The next expedition was that of Jean Ribaut, of Dieppe, a Protestant, and one of the best sea captains in France. He was despatched under the auspices of the Admiral de Coligny to establish a colony in that part of Florida visited by Ferazzano in his second voyage. Ribaut set sail on the 18th February, 1562, and landed at a cape which he named Cape François. Pursuing his course towards the north, he disembarked at the "Rivière de Mai," setting up a stone pillar with the arms of France affixed, in token of taking possession of the country.
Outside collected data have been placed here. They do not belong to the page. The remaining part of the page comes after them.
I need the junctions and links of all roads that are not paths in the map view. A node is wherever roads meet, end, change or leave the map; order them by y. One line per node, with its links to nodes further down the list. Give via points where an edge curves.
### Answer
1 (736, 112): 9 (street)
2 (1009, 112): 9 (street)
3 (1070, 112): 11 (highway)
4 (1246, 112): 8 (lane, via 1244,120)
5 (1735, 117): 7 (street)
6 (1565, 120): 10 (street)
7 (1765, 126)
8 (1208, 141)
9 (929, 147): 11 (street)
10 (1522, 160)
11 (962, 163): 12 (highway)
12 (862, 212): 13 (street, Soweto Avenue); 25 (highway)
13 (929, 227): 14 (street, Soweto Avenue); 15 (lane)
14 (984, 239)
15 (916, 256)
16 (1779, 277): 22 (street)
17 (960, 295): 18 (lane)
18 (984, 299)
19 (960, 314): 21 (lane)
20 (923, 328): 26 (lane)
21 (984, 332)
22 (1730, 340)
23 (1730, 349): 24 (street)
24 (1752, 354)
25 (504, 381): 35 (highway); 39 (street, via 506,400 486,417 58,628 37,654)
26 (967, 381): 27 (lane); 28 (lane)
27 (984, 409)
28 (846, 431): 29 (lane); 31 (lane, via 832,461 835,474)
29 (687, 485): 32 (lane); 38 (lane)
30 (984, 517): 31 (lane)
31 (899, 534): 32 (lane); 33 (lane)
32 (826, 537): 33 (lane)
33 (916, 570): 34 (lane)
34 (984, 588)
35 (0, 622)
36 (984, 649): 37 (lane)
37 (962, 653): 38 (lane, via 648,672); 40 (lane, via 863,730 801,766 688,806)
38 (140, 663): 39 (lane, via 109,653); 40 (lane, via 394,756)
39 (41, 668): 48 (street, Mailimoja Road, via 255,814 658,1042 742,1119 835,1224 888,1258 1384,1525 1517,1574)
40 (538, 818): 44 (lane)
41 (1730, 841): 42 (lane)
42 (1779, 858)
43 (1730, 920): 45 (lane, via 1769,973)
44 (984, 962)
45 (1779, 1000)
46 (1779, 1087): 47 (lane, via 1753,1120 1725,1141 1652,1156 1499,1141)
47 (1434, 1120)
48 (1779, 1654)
Continuing about sixty leagues more to the northward, he built a fort, which he styled Charles fort, on about the spot where Charleston was subsequently founded by the English. The fort finished, Ribaut found that his provisions were running short, and that he could not that year make the purposed settlement. He therefore left eighteen men in the fort, under the command of a Captain Albert, with all the supplies that he could spare, and set sail for France in July, promising to return to revictual his people and establish the colony. Unfortunately, on his arrival in France he was employed in the war which had just broken out with Spain, and could not accomplish his promise.